The butler's expression had been as restrained as usual, but she'd caught a glint of hidden laughter. “I will take care of it, Guild Hunter. I will also ensure that you have a gown on the plane that you can change into before you head for Lumia.”

Elena had no idea what she'd do without Montgomery. Probably insult everyone around her without realizing it. “You have to wear formal gear, too?” she asked Aodhan now.

The other angel was currently dressed in warrior leathers of a beaten gold that suited his coloring so beautifully, she knew those leathers had been made for him and him alone. “Once we get to Lumia, I mean.” Right now, she was in jeans, boots, a tee, and a thin sweater with leather straps that crisscrossed her torso.

“I am your escort,” he responded. “I'm expected to be in leathers or other clothing suitable to a warrior.”

“I hate you,” Elena said without heat.

His eyes, those strange, hauntingly beautiful eyes of crystalline blue-green shards shattered outward from an obsidian pupil, warmed. “I'll let you hold my swords if you're nice.”

“Very funny, Sparkle.”

His eyebrows drew together over his eyes at her reference to the nickname he was trying to stamp out of existence. “I'm going to kill Illium,” he said, not for the first time. But his eyes, they looked up, as if searching the skies for wings of blue and silver.

Those wings hadn't appeared by the time they took off from the Enclave. And despite Aodhan's teasing, Elena did have all her weapons. Raphael had told her that as a warrior-consort,
she was expected to have weapons on her. “If Hannah turned up armed to the teeth, that would raise some eyebrows, but everyone is aware of the fact that my consort was and is a hunter.”

That had cheered her up. Especially since Montgomery had made it a point to come out and tell her that the gowns he'd packed were such that she wouldn't be hindered in a fight should such a fight become necessary.

It was a good thing she'd made herself practice in gowns over the past two years. Her hunter friends found it a hoot to spar with her while she was glammed up, but the lunatics had helped her refine her technique. It was Ransom with his skin of copper gold, eyes of Irish green, and skill as a streetfighter who'd given her a tiny switchblade. “Even if you can't wear any other blade openly, you can hide this somewhere, use it to cut slits in your dress so you can run, find a weapon.”

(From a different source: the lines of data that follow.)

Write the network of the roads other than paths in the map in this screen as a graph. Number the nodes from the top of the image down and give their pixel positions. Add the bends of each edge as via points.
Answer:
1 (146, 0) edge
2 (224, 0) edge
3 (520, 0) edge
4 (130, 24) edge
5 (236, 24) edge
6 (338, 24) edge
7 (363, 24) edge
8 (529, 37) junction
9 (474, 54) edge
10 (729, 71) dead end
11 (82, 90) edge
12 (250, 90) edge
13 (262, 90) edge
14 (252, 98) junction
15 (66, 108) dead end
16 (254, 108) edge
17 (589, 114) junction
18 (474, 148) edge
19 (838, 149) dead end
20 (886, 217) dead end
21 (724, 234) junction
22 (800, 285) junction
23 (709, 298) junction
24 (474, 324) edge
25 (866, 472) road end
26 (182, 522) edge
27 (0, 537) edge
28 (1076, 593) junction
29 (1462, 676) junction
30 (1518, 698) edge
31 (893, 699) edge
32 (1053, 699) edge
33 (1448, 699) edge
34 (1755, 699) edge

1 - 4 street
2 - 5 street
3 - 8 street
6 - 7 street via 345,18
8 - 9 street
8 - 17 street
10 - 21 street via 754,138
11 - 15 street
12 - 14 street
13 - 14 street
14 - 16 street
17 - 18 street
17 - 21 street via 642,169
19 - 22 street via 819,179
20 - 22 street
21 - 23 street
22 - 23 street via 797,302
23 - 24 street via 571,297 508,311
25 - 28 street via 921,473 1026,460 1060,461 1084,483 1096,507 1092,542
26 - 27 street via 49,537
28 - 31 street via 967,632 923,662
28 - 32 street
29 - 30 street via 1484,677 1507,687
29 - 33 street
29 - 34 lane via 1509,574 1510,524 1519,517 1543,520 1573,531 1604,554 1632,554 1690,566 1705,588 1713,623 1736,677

Elena had shown the dangerous weapon to Raphael. “Don't get worked up about another man giving me a blade,” she'd ordered. “Ransom is very happily married, and I like this beauty.”

Her archangel had said nothing—but Ransom's switchblade had disappeared mysteriously two days later, to be replaced by an even deadlier version.

Her archangel really didn't like it when anyone but him gave her a blade, she thought with a grin as all three of them lifted off, Elena flying off the cliff and down to the Hudson before sweeping up to join Aodhan and Raphael.

Waving to Montgomery when she saw the butler standing perfectly suited on the lush green of the lawn, she luxuriated in the cool air that ran over her wings and tugged at the small strands of hair that had escaped her tight braid. Aodhan had gone high, as he preferred, but Raphael was flying nearby. And his wings, they were dangerous white fire.

He could've outpaced her in a heartbeat, but he stayed on the same drafts, and when she looked over to him, he glanced back with a smile that was for her alone. They didn't speak; there was no need for it, the two of them in perfect harmony as they dipped and angled and rode along the winds. It felt as if they arrived at the airport far too fast.

Landing first, Raphael waited for her to join him, then the
two of them watched Aodhan descend. He was a fracture of light, so bright even in the pale dawn sunshine that Elena had to slide on sunglasses to continue to watch. Every part of him seemed to shimmer as he landed in front of her and folded back his wings.

The captain descended the steps of the plane at that instant. “Sire.” The vampire inclined his head.

Elena had been around the Tower long enough to have caught on to the subtleties in the greetings Raphael received. Dmitri never bowed his head, his and Raphael's friendship far too deep, their trust too cemented to need it. As slight a bow as the captain had offered meant the other man was a powerful vampire who held Raphael's trust and respect.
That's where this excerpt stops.